**Task requirements:** Every entry must appear in the answer exactly as it does here.
[Start of section]
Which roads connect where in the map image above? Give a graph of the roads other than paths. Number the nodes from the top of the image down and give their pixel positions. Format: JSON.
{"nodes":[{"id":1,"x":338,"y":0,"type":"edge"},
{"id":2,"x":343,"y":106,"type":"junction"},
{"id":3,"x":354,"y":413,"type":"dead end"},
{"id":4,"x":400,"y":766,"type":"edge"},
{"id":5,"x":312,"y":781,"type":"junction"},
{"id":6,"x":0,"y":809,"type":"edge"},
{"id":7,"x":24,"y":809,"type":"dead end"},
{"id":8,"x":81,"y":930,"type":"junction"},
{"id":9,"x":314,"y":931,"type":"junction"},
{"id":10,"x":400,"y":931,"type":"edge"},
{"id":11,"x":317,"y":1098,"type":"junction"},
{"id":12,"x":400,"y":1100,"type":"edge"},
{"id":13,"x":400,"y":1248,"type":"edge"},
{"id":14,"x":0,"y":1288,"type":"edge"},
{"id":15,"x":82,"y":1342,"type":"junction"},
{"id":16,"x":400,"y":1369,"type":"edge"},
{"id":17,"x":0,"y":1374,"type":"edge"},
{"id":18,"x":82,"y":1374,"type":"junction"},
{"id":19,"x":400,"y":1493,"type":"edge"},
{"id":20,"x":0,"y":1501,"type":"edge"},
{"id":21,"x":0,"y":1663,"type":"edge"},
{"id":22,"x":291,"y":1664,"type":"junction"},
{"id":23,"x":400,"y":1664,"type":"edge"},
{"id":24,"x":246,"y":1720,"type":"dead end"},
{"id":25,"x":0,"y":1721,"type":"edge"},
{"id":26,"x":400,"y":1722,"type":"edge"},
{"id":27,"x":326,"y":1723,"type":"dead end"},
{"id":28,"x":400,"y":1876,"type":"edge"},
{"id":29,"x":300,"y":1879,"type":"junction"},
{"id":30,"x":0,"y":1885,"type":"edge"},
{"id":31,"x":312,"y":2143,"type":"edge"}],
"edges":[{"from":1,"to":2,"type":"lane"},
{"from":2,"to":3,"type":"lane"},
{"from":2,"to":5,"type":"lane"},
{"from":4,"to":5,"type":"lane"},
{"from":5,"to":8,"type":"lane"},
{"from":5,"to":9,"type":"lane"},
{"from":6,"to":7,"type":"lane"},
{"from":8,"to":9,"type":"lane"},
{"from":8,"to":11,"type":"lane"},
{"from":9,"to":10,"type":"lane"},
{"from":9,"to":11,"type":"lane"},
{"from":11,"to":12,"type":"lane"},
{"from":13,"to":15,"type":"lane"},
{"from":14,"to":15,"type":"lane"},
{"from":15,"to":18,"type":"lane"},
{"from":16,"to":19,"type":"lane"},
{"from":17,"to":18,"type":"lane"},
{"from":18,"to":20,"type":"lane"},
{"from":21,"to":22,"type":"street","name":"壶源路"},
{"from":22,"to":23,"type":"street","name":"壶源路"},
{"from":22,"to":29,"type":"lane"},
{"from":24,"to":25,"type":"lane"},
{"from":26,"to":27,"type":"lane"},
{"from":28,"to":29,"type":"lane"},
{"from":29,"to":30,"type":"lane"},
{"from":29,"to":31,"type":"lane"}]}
[End of section]
**Written response:**
Which roads connect where in the map image above? Give a graph of the roads other than paths. Number the nodes from the top of the image down and give their pixel positions. Format: JSON.
{"nodes":[{"id":1,"x":338,"y":0,"type":"edge"},
{"id":2,"x":343,"y":106,"type":"junction"},
{"id":3,"x":354,"y":413,"type":"dead end"},
{"id":4,"x":400,"y":766,"type":"edge"},
{"id":5,"x":312,"y":781,"type":"junction"},
{"id":6,"x":0,"y":809,"type":"edge"},
{"id":7,"x":24,"y":809,"type":"dead end"},
{"id":8,"x":81,"y":930,"type":"junction"},
{"id":9,"x":314,"y":931,"type":"junction"},
{"id":10,"x":400,"y":931,"type":"edge"},
{"id":11,"x":317,"y":1098,"type":"junction"},
{"id":12,"x":400,"y":1100,"type":"edge"},
{"id":13,"x":400,"y":1248,"type":"edge"},
{"id":14,"x":0,"y":1288,"type":"edge"},
{"id":15,"x":82,"y":1342,"type":"junction"},
{"id":16,"x":400,"y":1369,"type":"edge"},
{"id":17,"x":0,"y":1374,"type":"edge"},
{"id":18,"x":82,"y":1374,"type":"junction"},
{"id":19,"x":400,"y":1493,"type":"edge"},
{"id":20,"x":0,"y":1501,"type":"edge"},
{"id":21,"x":0,"y":1663,"type":"edge"},
{"id":22,"x":291,"y":1664,"type":"junction"},
{"id":23,"x":400,"y":1664,"type":"edge"},
{"id":24,"x":246,"y":1720,"type":"dead end"},
{"id":25,"x":0,"y":1721,"type":"edge"},
{"id":26,"x":400,"y":1722,"type":"edge"},
{"id":27,"x":326,"y":1723,"type":"dead end"},
{"id":28,"x":400,"y":1876,"type":"edge"},
{"id":29,"x":300,"y":1879,"type":"junction"},
{"id":30,"x":0,"y":1885,"type":"edge"},
{"id":31,"x":312,"y":2143,"type":"edge"}],
"edges":[{"from":1,"to":2,"type":"lane"},
{"from":2,"to":3,"type":"lane"},
{"from":2,"to":5,"type":"lane"},
{"from":4,"to":5,"type":"lane"},
{"from":5,"to":8,"type":"lane"},
{"from":5,"to":9,"type":"lane"},
{"from":6,"to":7,"type":"lane"},
{"from":8,"to":9,"type":"lane"},
{"from":8,"to":11,"type":"lane"},
{"from":9,"to":10,"type":"lane"},
{"from":9,"to":11,"type":"lane"},
{"from":11,"to":12,"type":"lane"},
{"from":13,"to":15,"type":"lane"},
{"from":14,"to":15,"type":"lane"},
{"from":15,"to":18,"type":"lane"},
{"from":16,"to":19,"type":"lane"},
{"from":17,"to":18,"type":"lane"},
{"from":18,"to":20,"type":"lane"},
{"from":21,"to":22,"type":"street","name":"壶源路"},
{"from":22,"to":23,"type":"street","name":"壶源路"},
{"from":22,"to":29,"type":"lane"},
{"from":24,"to":25,"type":"lane"},
{"from":26,"to":27,"type":"lane"},
{"from":28,"to":29,"type":"lane"},
{"from":29,"to":30,"type":"lane"},
{"from":29,"to":31,"type":"lane"}]}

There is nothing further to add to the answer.